Jun 30 - Jul 16, 2017

Photo: © PelikulaRED, TBA Productions

North American Premiere

Birdshot

This intense, slow-burning thriller tells the intertwined stories of two innocent souls and how society inevitably tries to corrupt them. One is newcomer policeman Diego (rock-solid Arnold Reyes), whose world-weary and/or corrupt senior officers warn him off investigating the disappearance of a long-distance bus that has vanished with its passengers. The other is farm girl Maya (a tour de force performance by newcomer Mary Joy Apostol), being prepared by her father to survive in the wilderness when he's dead, who commits an irreversible act that she isn't even aware is a crime. Birdshot cleverly weaves their journeys, choices, and consequences into a parable about how we invent ourselves. Buoyed by dynamic visual storytelling that is rich in metaphor and a cleverly nuanced screenplay, this unassuming, deliberately paced film slowly sinks its claws into you, proving director Mikhail Red as one of the most eloquent voices in Asian cinema today.

Director: Mikhail Red
Cast: Ku Aquino, John Arcilla, Arnold Reyes, Mary Joy Apostol
Languages: Filipino with English subtitles
2016; 116 min.; DCP

SCHEDULE:

Thursday July 6, 6:00pm
Film Society of Lincoln Center

Q&A with director Mikhail Red & actor Arnold Reyes

Mikhail Red

Mikhail Red began making short films when he was 15 years old, including Kamera (2008), Harang (2009), Hazard (2010) and Inosensya (2011). Six years later he directed his micro-budget feature debut, Rekorder, about a once-professional cinematographer who compulsively records everything on his camcorder, only to capture a murder. It won five international awards including Best New Director at the 2014 Vancouver International Film Festival.

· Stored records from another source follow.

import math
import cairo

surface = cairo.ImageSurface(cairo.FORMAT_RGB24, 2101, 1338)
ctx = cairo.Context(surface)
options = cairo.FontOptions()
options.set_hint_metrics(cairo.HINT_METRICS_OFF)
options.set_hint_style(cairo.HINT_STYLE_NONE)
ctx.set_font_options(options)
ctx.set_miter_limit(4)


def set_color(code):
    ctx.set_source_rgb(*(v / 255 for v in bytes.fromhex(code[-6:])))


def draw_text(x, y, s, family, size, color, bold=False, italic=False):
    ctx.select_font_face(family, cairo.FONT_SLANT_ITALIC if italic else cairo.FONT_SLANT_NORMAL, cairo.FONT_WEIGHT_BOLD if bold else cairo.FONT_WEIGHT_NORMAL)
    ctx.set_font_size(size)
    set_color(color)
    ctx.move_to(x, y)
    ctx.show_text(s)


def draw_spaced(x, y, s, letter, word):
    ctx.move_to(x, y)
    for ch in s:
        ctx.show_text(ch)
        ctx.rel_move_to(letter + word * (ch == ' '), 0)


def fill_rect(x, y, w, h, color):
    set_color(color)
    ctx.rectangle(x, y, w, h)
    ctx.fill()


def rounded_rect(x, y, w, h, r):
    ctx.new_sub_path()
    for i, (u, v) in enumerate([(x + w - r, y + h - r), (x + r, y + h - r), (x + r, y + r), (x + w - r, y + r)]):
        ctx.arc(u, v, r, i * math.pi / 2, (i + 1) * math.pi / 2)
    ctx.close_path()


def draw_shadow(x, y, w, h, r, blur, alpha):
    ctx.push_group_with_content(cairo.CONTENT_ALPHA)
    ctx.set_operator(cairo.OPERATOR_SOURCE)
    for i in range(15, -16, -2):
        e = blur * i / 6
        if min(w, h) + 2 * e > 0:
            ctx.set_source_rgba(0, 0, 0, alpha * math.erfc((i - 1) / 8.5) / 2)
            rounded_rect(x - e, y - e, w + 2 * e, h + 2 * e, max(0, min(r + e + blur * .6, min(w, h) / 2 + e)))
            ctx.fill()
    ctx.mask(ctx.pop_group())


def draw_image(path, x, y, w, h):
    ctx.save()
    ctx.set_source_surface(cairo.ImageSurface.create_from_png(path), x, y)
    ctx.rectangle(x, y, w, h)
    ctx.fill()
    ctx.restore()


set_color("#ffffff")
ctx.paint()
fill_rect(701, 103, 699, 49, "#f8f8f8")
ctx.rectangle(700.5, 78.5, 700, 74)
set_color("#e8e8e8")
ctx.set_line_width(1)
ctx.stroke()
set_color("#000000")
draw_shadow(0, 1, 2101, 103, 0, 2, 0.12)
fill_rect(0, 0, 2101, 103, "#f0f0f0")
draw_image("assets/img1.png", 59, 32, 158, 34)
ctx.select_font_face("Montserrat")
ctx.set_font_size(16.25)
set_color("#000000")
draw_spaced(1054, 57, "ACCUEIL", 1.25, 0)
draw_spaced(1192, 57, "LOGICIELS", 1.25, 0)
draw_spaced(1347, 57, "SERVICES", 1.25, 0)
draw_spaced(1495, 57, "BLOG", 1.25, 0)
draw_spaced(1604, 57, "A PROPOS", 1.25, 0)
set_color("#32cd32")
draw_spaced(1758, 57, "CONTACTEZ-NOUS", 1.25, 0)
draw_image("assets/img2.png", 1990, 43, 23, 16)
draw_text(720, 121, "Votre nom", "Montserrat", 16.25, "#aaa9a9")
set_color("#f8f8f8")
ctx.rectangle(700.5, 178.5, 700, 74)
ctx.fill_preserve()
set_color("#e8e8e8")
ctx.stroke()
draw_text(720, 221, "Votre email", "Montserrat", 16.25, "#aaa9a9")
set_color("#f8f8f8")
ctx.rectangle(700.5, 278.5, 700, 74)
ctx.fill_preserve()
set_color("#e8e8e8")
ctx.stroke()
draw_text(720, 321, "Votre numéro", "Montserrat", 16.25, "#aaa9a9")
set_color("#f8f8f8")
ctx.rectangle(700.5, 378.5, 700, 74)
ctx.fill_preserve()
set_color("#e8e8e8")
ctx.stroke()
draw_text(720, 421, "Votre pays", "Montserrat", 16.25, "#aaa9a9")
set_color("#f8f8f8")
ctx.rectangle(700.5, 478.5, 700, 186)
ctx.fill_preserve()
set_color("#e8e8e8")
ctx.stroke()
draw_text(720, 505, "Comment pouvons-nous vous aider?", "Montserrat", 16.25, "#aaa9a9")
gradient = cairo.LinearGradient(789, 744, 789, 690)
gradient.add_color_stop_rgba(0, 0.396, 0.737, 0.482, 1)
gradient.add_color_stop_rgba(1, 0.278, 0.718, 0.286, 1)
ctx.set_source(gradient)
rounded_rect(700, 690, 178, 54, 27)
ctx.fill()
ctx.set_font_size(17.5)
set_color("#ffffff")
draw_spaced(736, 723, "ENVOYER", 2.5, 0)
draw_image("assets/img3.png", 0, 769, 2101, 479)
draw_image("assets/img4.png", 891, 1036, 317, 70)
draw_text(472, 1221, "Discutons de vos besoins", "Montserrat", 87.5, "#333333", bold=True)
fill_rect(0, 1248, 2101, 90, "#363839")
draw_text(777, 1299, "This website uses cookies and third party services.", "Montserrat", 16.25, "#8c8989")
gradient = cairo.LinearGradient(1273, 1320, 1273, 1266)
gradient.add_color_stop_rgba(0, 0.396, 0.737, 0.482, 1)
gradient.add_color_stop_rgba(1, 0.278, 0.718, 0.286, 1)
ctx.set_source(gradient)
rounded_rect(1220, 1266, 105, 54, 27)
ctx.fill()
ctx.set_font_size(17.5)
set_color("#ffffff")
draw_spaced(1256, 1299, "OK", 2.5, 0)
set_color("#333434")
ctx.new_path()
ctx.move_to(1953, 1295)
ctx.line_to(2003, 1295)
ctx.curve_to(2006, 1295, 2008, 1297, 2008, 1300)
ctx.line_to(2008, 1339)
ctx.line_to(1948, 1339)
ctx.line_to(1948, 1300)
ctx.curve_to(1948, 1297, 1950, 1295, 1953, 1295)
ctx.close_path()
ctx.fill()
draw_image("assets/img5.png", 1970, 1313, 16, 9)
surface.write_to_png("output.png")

Mikhail's radically different second feature, Birdshot, was developed at various international project markets and was filmed on ten times the budget. The slow-burning ecological thriller won the Best Asian Feature Film Award at the 2016 Tokyo International Film Festival. Together with Birdshot producer Pamela L. Reyes, he is now developing Lost Dahlias, about a young housemaid faced with the twin horrors of martial law and her American employer, who she suspects is a serial killer. Later this year, Red shoots his third feature, Neomanila, a mother-and-son tale of the death squads committing extrajudicial killings in present-day Metro Manila.